第7話:お金持ちが使っているイメージです

 リリーがお金持ちのご老人の家へメイドの仕事の為に向かっていってから、それなりの時間と日数が経った後、結局、むさ苦しくなったガラガラの家に郵便屋から手紙が届いたようだ。差出人はリリーらしい。可能な限りすぐに返事を書くから、ちょっと待ってくれとガラガラは郵便屋を待って貰うようにお願いした。


「ガラガラの旦那。まぁ、すぐに終わるなら、そこらへんで待っておきます」

 郵便屋は、そういうと近くの切り株に座って、ガラガラの家から火を分けてもらい、煙草に火をつけて美味そうに吸い始めて待ってくれた。


 ガラガラは、サーシャ以外から手紙を貰うのは、久しぶりだと思いつつ、慎重にペーパーナイフで手紙を開けた。中身を検めてみる。もちろん、白紙ではなく文字が見えた。


『拝啓、ガラガラのおじ様


 お金持ちのご老人の家に雇われて幾日が経ちましたが、前の家ではメイド・オブ・オール・ワークだった私でも、かなり名誉を傷つけられました。
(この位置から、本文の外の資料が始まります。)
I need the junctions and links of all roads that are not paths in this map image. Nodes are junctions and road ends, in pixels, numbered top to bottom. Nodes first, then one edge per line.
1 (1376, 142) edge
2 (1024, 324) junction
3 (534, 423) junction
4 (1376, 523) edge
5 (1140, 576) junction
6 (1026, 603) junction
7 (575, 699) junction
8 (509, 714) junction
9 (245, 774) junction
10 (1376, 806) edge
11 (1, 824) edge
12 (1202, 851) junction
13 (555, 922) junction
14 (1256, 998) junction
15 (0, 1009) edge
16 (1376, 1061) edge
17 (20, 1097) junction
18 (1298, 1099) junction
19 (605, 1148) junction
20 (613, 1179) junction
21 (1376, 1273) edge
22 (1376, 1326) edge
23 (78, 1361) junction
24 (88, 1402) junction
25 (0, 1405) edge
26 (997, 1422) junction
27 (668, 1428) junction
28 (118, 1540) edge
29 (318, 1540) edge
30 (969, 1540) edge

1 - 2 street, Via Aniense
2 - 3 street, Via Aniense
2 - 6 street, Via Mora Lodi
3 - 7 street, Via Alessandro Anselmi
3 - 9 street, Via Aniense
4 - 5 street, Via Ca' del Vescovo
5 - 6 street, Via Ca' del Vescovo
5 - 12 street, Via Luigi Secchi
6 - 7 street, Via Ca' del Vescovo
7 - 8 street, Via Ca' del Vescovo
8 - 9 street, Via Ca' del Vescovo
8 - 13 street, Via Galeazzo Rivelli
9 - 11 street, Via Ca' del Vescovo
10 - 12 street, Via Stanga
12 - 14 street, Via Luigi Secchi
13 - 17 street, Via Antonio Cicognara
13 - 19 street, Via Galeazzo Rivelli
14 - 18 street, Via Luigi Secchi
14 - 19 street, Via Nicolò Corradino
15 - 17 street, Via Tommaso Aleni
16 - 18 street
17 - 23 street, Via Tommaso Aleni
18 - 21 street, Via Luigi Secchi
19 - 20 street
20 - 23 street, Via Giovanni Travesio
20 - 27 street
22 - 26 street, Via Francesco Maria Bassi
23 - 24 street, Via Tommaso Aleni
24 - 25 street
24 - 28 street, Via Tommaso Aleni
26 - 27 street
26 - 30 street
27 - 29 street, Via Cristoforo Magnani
 最初は色々な雑用をするトゥイーニーでした。色々と努力を重ね、トゥイーニーからコックの補佐をするキッチンメイドを経て、この度、上司であるハウスキーパー様から、同僚であるハウスメイドが結婚するので、その代わりに、ハウスメイドとなるように命令され、ハウスメイドへと出世いたしました。出世したときは、大変うれしかったですわ。ただ雑用をするトゥイーニーよりもやりがいがあります。


 そこでですね、ハウスキーパー様から突然、もちろん解雇ではなく、私としては、それなりに長いと感じる長さの休暇を頂くようになりました。それでですね、町に戻りますので、以前の様に掃除、洗濯、料理をするメイド・オブ・オール・ワークに戻る気分で路銀を節約する意味でも、またご奉公させて頂きたく存じます。
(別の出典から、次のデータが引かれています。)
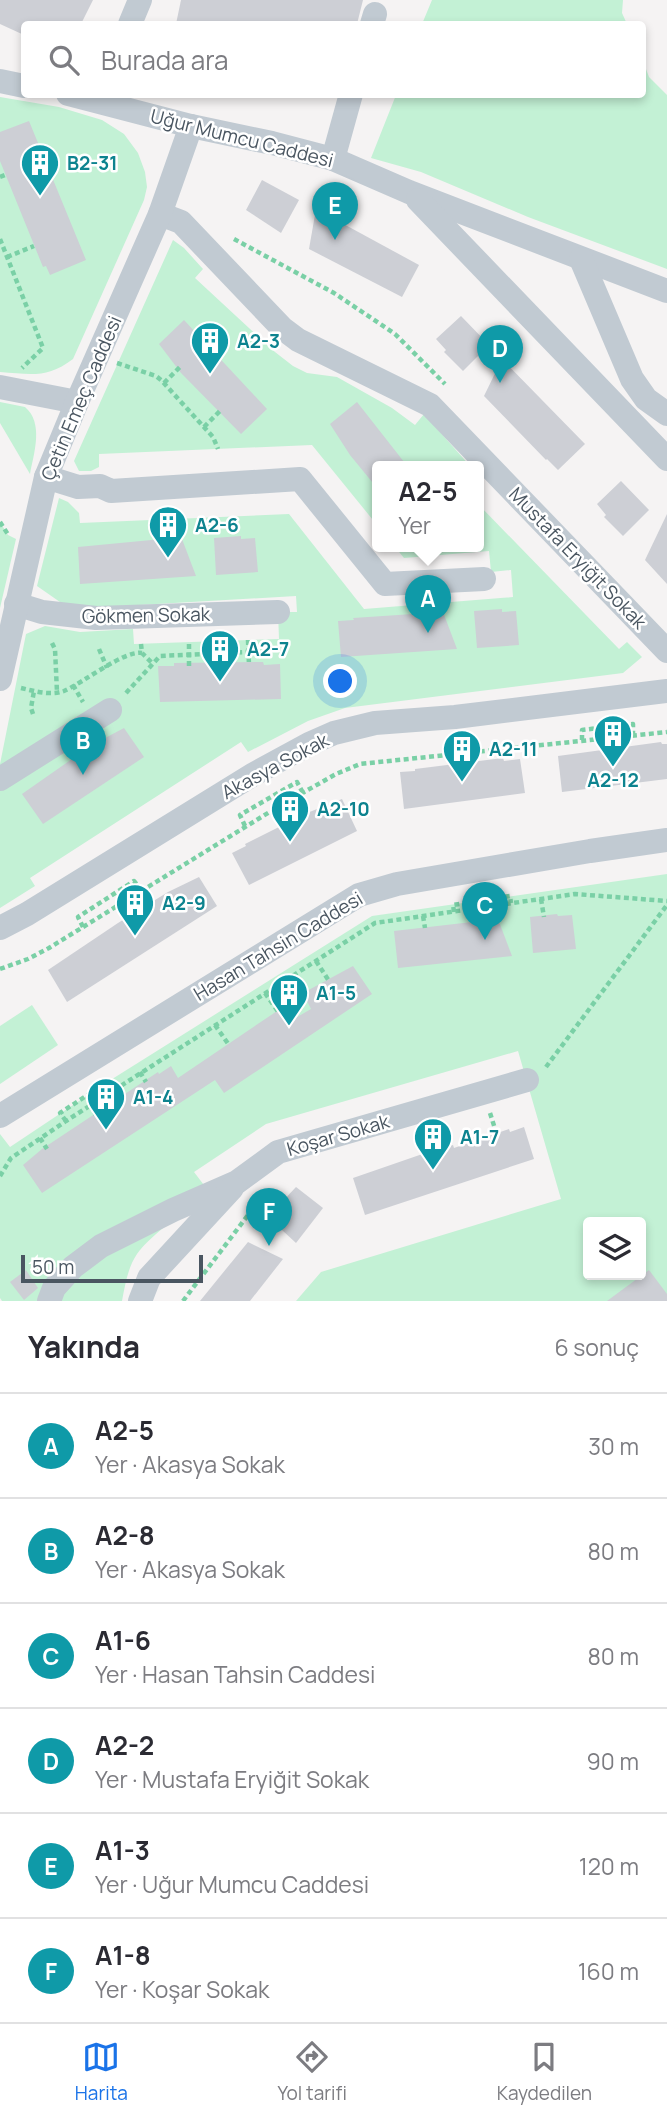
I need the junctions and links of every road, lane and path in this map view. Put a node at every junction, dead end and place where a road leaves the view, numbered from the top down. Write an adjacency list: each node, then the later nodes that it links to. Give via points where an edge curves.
1 (140, 0): 2 (street)
2 (131, 21)
3 (0, 81): 4 (street)
4 (21, 85)
5 (101, 98): 7 (street, Uğur Mumcu Caddesi)
6 (350, 98): 8 (street)
7 (191, 127): 8 (street, Uğur Mumcu Caddesi); 10 (street, Çetin Emeç Caddesi)
8 (333, 159): 9 (street, Uğur Mumcu Caddesi)
9 (409, 192): 11 (street, Uğur Mumcu Caddesi); 16 (street)
10 (160, 214): 22 (street, Çetin Emeç Caddesi); 28 (street, Mustafa Eryiğit Sokak, via 181,222 282,328 430,405)
11 (501, 227): 15 (street, Uğur Mumcu Caddesi); 16 (street, via 491,232 482,248)
12 (0, 239): 14 (path)
13 (34, 246): 14 (path)
14 (7, 257): 20 (path, via 43,348)
15 (581, 259): 17 (street, Uğur Mumcu Caddesi); 24 (street, via 632,379 646,399)
16 (488, 273): 27 (street)
17 (667, 291)
18 (117, 363): 21 (path)
19 (180, 367): 21 (path)
20 (8, 380): 22 (street)
21 (164, 383): 25 (path)
22 (76, 402): 30 (street, Çetin Emeç Caddesi)
23 (220, 411): 25 (path)
24 (667, 414)
25 (204, 426): 26 (path)
26 (218, 449)
27 (667, 459)
28 (484, 461)
29 (484, 461): 39 (street, Mustafa Eryiğit Sokak)
30 (46, 478): 31 (street, via 111,491 300,479 385,584); 32 (street, Çetin Emeç Caddesi)
31 (484, 579)
32 (16, 604): 33 (street, Gökmen Sokak, via 96,618); 47 (street, Çetin Emeç Caddesi)
33 (278, 612)
34 (248, 640): 40 (path)
35 (189, 642): 42 (path)
36 (52, 643): 51 (path)
37 (141, 644): 41 (path)
38 (99, 649): 46 (path)
39 (667, 651)
40 (248, 652): 42 (path); 44 (path)
41 (142, 653): 43 (path); 46 (path, via 127,655)
42 (189, 654): 43 (path, via 160,656); 45 (path)
43 (153, 664): 53 (path)
44 (249, 665)
45 (189, 666)
46 (107, 668): 48 (path)
47 (8, 683): 49 (path)
48 (73, 685): 51 (path); 52 (path)
49 (34, 691): 51 (path); 54 (path)
50 (667, 691): 76 (street, Akasya Sokak, via 376,723 334,733 254,774)
51 (57, 692)
52 (83, 704)
53 (110, 710): 62 (street)
54 (33, 714)
55 (667, 732): 56 (path)
56 (633, 736): 57 (path); 57 (path, via 633,724 582,730)
57 (582, 740): 60 (path)
58 (481, 741): 60 (path)
59 (430, 746): 61 (path)
60 (484, 750): 61 (path)
61 (430, 755): 63 (path, via 360,764)
62 (0, 779)
63 (303, 793): 64 (path); 64 (path, via 297,782 240,815)
64 (245, 826): 66 (path)
65 (667, 840): 95 (street, Hasan Tahsin Caddesi, via 397,884 359,895)
66 (142, 891): 75 (path); 75 (path, via 134,881 78,917)
67 (541, 900): 68 (path, via 575,894); 69 (path); 73 (path)
68 (667, 903): 90 (path, via 539,1076)
69 (511, 904): 70 (path); 71 (path, via 510,896 453,905)
70 (482, 908): 71 (path); 74 (path)
71 (454, 912): 72 (path)
72 (423, 916): 77 (path); 78 (path, via 375,923)
73 (544, 918)
74 (484, 922)
75 (83, 927): 79 (path, via 29,959)
76 (0, 928)
77 (425, 928)
78 (316, 961): 81 (path); 82 (path)
79 (0, 969)
80 (286, 970): 81 (path)
81 (290, 976): 83 (path)
82 (329, 981)
83 (265, 993): 85 (path); 86 (path)
84 (236, 1002): 85 (path)
85 (240, 1009): 87 (path)
86 (279, 1013)
87 (215, 1025): 88 (path); 89 (path)
88 (229, 1045)
89 (140, 1072): 91 (path); 92 (path)
90 (527, 1080): 100 (street, Koşar Sokak, via 278,1152)
91 (146, 1082)
92 (114, 1089): 93 (path); 96 (path, via 109,1081 60,1113)
93 (90, 1105): 94 (path); 96 (path)
94 (96, 1115)
95 (0, 1116)
96 (66, 1121): 97 (path)
97 (40, 1138): 98 (path); 99 (path, via 11,1158)
98 (47, 1149)
99 (0, 1176)
100 (237, 1182): 102 (street, Koşar Sokak, via 101,1246 54,1288); 103 (street, Koşar Sokak, via 149,1278)
101 (268, 1189): 104 (path)
102 (49, 1301)
103 (141, 1301)
104 (183, 1301)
 お返事を頂いたら、すぐに向かいますので、よろしくお願い致します。


                ちょっとむさ苦しい家を綺麗にしたリリーより

                                   敬具』


 といった内容だった。出世が出来てよかったなぁと思いつつ、なれない手紙をガラガラは書き始めた。もちろん了承した。仕事で遠くに出て行った子供が里帰りしてくれる両親の気持ちが分かった気がした。儂もそろそろ同じように長いこと会っていない両親の為に、里帰りでもしようとも思った。


 早速、ガラガラは返事を書いて、配達する分のお金と手紙を郵便屋に渡した。郵便屋は、なごみ惜しそうに煙草の火を靴の裏で消して、お金と渡された手紙を鞄に入れ、他にも仕事があるらしいので足早に去って行った。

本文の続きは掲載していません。